Records from a data source:
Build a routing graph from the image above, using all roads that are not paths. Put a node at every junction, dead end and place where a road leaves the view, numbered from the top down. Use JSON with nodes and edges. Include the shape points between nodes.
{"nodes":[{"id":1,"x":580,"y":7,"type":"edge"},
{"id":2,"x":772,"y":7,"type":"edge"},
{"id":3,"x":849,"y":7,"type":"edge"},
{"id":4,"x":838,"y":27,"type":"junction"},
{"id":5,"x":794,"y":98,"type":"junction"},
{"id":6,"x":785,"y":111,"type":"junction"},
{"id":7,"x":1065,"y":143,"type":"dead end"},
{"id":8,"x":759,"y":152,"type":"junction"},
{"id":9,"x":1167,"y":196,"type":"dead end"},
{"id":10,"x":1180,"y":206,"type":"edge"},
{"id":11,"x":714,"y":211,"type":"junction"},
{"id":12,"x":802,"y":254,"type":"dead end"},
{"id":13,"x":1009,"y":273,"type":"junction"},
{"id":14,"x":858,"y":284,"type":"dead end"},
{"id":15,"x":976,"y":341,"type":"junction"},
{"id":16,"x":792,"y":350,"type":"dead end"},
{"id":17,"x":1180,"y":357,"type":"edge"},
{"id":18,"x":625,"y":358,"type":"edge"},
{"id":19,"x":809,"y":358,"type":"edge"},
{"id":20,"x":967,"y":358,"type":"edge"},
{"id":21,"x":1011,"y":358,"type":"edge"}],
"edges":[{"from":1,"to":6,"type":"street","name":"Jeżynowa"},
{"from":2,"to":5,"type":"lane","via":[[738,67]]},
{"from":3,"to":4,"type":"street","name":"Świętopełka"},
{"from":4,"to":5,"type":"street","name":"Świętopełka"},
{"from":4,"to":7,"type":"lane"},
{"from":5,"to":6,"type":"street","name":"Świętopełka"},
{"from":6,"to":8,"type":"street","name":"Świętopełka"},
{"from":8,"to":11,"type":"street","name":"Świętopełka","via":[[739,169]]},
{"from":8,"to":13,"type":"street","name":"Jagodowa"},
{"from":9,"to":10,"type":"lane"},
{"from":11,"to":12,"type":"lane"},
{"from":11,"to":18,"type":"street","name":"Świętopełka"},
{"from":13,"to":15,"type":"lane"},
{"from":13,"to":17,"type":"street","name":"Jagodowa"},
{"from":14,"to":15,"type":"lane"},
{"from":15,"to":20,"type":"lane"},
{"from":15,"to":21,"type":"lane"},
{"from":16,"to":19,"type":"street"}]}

▶ _PROMPT_: The full set of entries above needs to be restated word for word.

▶ _TASK SOLUTION_:
Build a routing graph from the image above, using all roads that are not paths. Put a node at every junction, dead end and place where a road leaves the view, numbered from the top down. Use JSON with nodes and edges. Include the shape points between nodes.
{"nodes":[{"id":1,"x":580,"y":7,"type":"edge"},
{"id":2,"x":772,"y":7,"type":"edge"},
{"id":3,"x":849,"y":7,"type":"edge"},
{"id":4,"x":838,"y":27,"type":"junction"},
{"id":5,"x":794,"y":98,"type":"junction"},
{"id":6,"x":785,"y":111,"type":"junction"},
{"id":7,"x":1065,"y":143,"type":"dead end"},
{"id":8,"x":759,"y":152,"type":"junction"},
{"id":9,"x":1167,"y":196,"type":"dead end"},
{"id":10,"x":1180,"y":206,"type":"edge"},
{"id":11,"x":714,"y":211,"type":"junction"},
{"id":12,"x":802,"y":254,"type":"dead end"},
{"id":13,"x":1009,"y":273,"type":"junction"},
{"id":14,"x":858,"y":284,"type":"dead end"},
{"id":15,"x":976,"y":341,"type":"junction"},
{"id":16,"x":792,"y":350,"type":"dead end"},
{"id":17,"x":1180,"y":357,"type":"edge"},
{"id":18,"x":625,"y":358,"type":"edge"},
{"id":19,"x":809,"y":358,"type":"edge"},
{"id":20,"x":967,"y":358,"type":"edge"},
{"id":21,"x":1011,"y":358,"type":"edge"}],
"edges":[{"from":1,"to":6,"type":"street","name":"Jeżynowa"},
{"from":2,"to":5,"type":"lane","via":[[738,67]]},
{"from":3,"to":4,"type":"street","name":"Świętopełka"},
{"from":4,"to":5,"type":"street","name":"Świętopełka"},
{"from":4,"to":7,"type":"lane"},
{"from":5,"to":6,"type":"street","name":"Świętopełka"},
{"from":6,"to":8,"type":"street","name":"Świętopełka"},
{"from":8,"to":11,"type":"street","name":"Świętopełka","via":[[739,169]]},
{"from":8,"to":13,"type":"street","name":"Jagodowa"},
{"from":9,"to":10,"type":"lane"},
{"from":11,"to":12,"type":"lane"},
{"from":11,"to":18,"type":"street","name":"Świętopełka"},
{"from":13,"to":15,"type":"lane"},
{"from":13,"to":17,"type":"street","name":"Jagodowa"},
{"from":14,"to":15,"type":"lane"},
{"from":15,"to":20,"type":"lane"},
{"from":15,"to":21,"type":"lane"},
{"from":16,"to":19,"type":"street"}]}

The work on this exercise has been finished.